Winterizing a Garden in February?

Author: Jim Kennard

Q.  We just moved into this house in late December.  The previous owner has a vegtable garden full of tomatoes, cucumber, cabbage, potatoes, pumpkin, red and green peppers, jalepenos, and I think grapes.  Unfortunately, the garden has not been tended to in months and I have no idea what I am doing, but i would love to give it a try this spring.  Is it too late to "winterize" my garden? If not what do I do?

A.  The first thing to do with any garden, after the harvest, is to remove all the old vegetation and clean the ground completely.  This is doubly important in your situation, where the plants have stayed in the garden for several months after the harvest.

Diseases and bugs have likely taken up residence in those places, and you need to remove all plant materials from the garden entirely.  If you can't haul them off you should burn everything.

Before doing that, make a detailed map of which plants were growing in every part of the garden.  This is a classic case of the need to do crop rotation.  Do not plant nightshade plants (tomatoes, peppers, eggplant) in the same places where any of them were grown last year.  The same thing goes for squashes, and most other plants in the garden. 

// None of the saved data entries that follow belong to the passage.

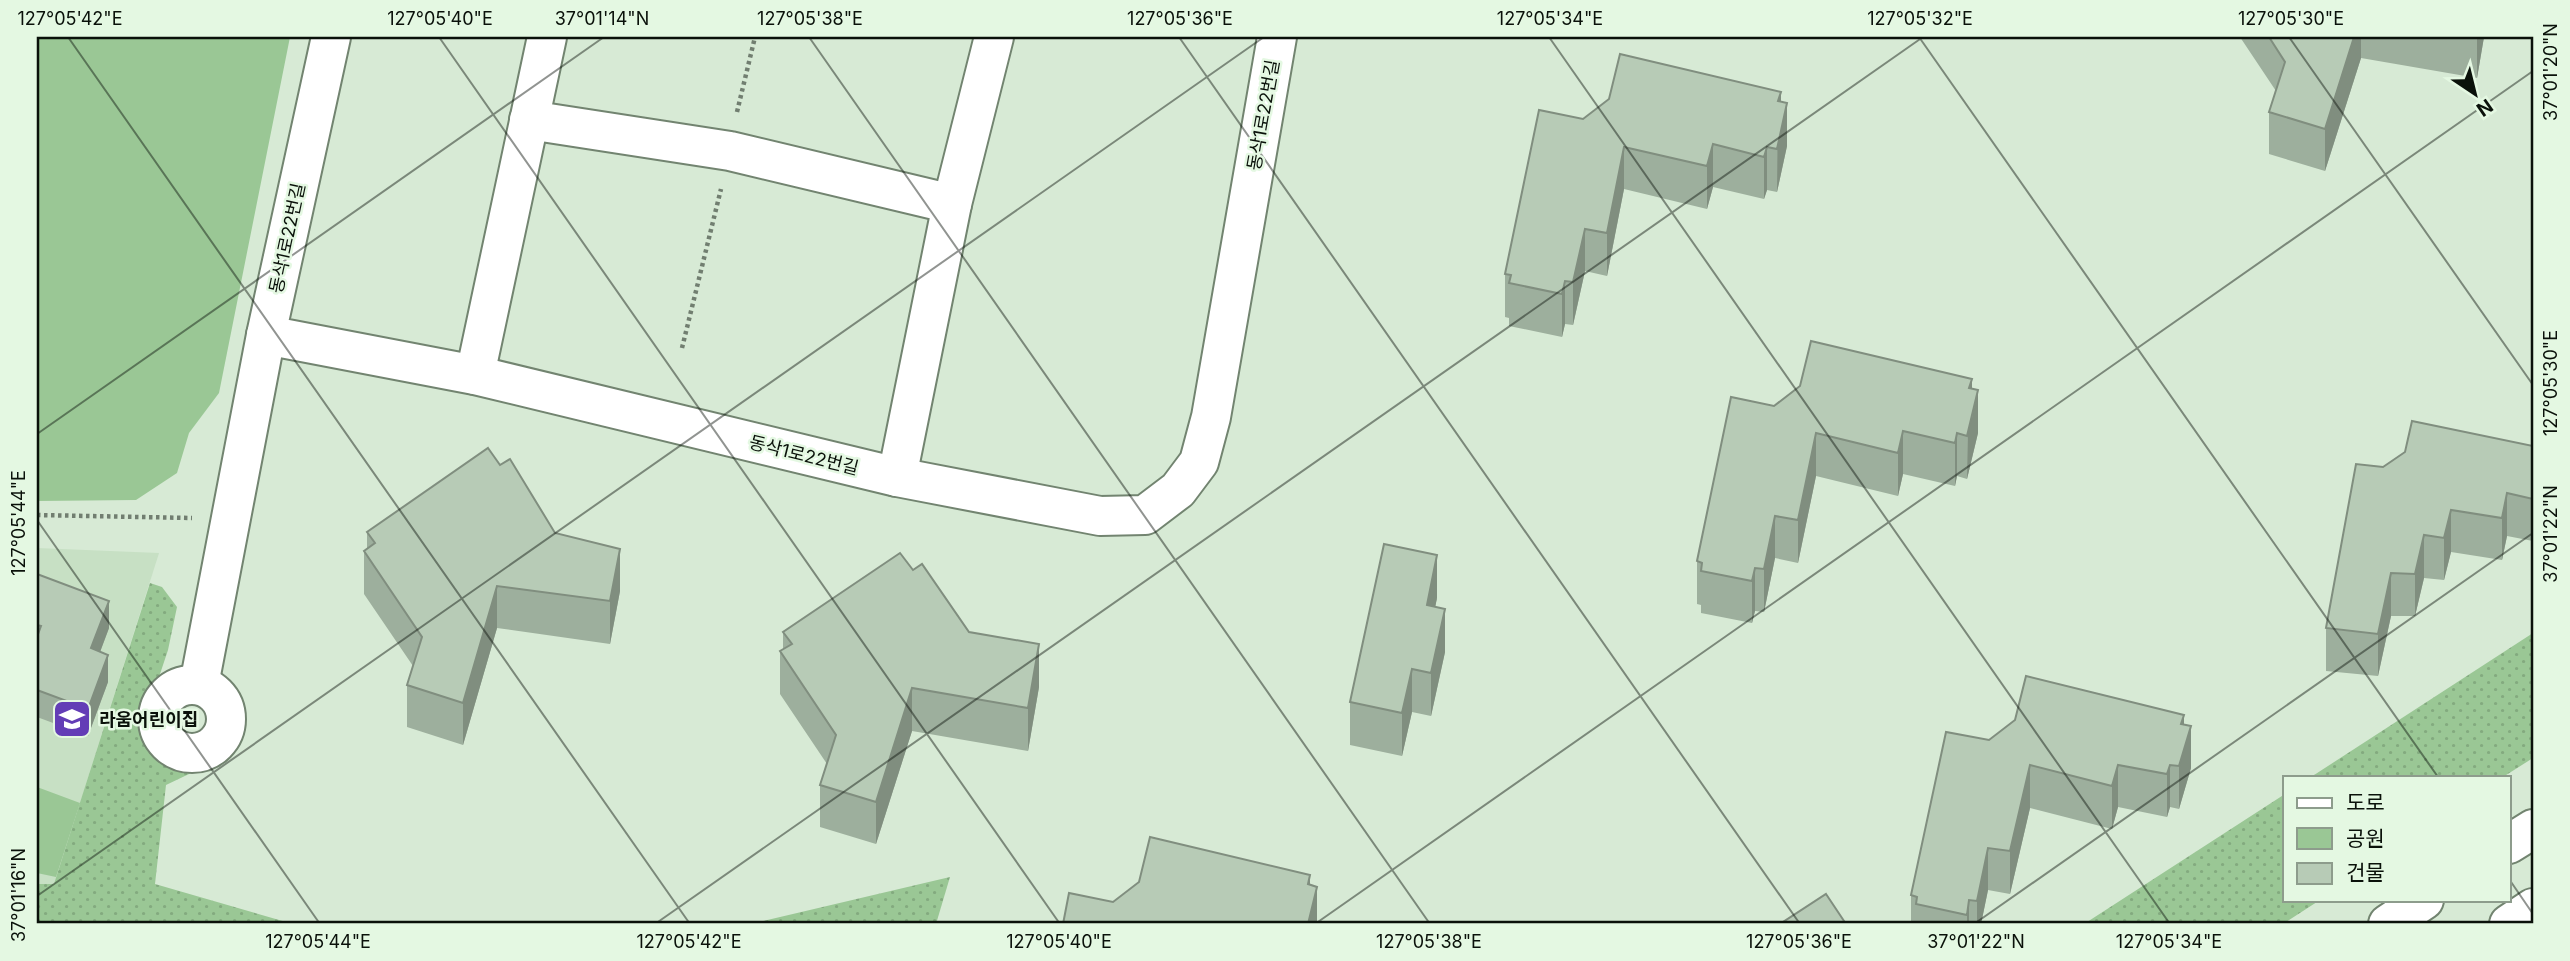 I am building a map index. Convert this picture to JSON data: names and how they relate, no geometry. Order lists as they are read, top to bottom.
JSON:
{
  "streets": {
    "main road": ["동삭1로22번길"]
  },
  "places": {
    "school or university": ["라움어린이집"]
  },
  "legend": ["도로", "공원", "건물"],
  "north": "bottom right",
  "coordinates": [
    "127°05'42\"E",
    "127°05'40\"E",
    "37°01'14\"N",
    "127°05'38\"E",
    "127°05'36\"E",
    "127°05'34\"E",
    "127°05'32\"E",
    "127°05'30\"E",
    "37°01'20\"N",
    "127°05'44\"E",
    "37°01'22\"N",
    "37°01'16\"N"
  ]
}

You want to make it as difficult as possible for diseases and bugs to get re-established this year.  Bugs and diseases that love one variety may not do as well if a different variety of plant is grown in that spot for a couple of years.

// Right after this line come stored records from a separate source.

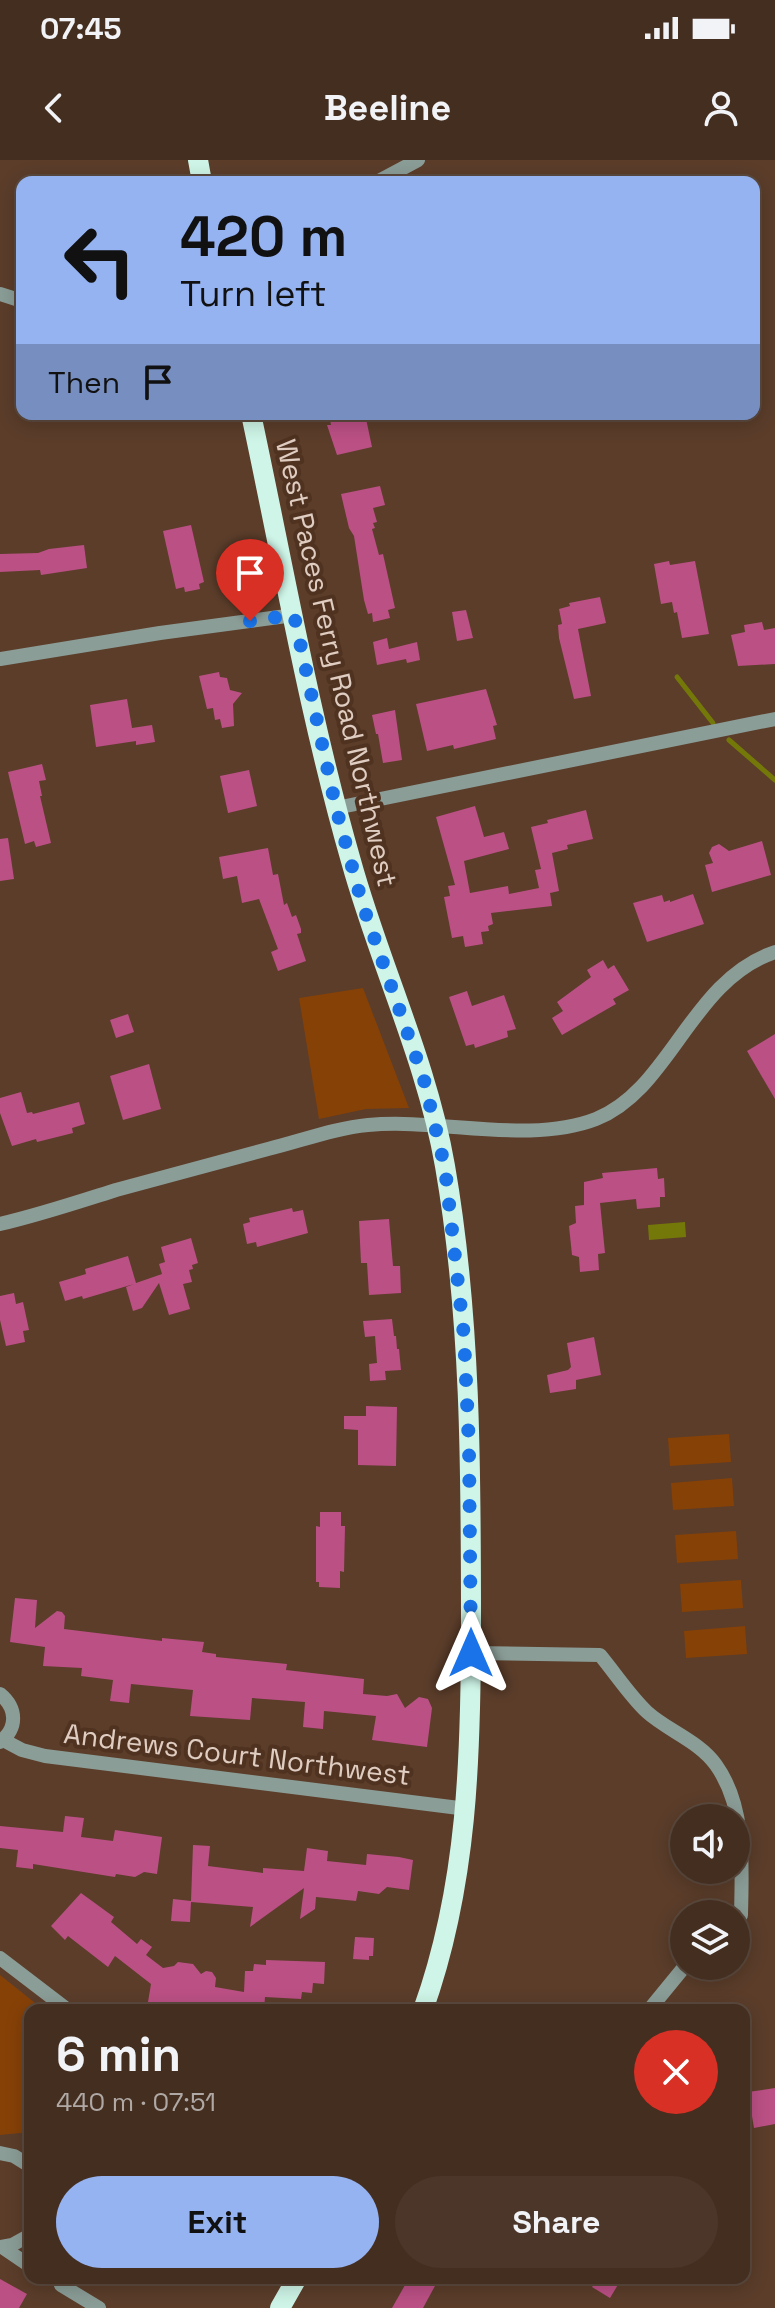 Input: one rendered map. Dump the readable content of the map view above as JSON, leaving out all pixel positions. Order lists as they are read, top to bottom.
{
  "streets": {
    "main road": ["West Paces Ferry Road Northwest"],
    "street": ["Andrews Court Northwest"]
  },
  "crossings": [
    ["West Paces Ferry Road Northwest", "Andrews Court Northwest"]
  ],
  "page": {
    "status": "07:45",
    "header": "Beeline",
    "turn": ["420 m", "Turn left"],
    "then": "Then",
    "heading": ["6 min", "440 m · 07:51"],
    "buttons": ["Exit", "Share"]
  }
}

If you can get a big propane torch and and burn the surface of your soil you might be able to kill some bugs and diseases.  Wait until the soil is thawed out, though, as you will want the heat to penetrate as deeply as possible into the soil.

Do not dig or till your soil until you have cleaned as much as possible according to the above instructions.  Putting these old materials into the soil only gives protection to the bugs and diseases that may be harbored there.

In the future, always harvest your crops at peak maturity, then immediately dispose of the plant residue.  If it is clean and disease free it is best tilled back into the soil.  Otherwise, remove it entirely from the garden area.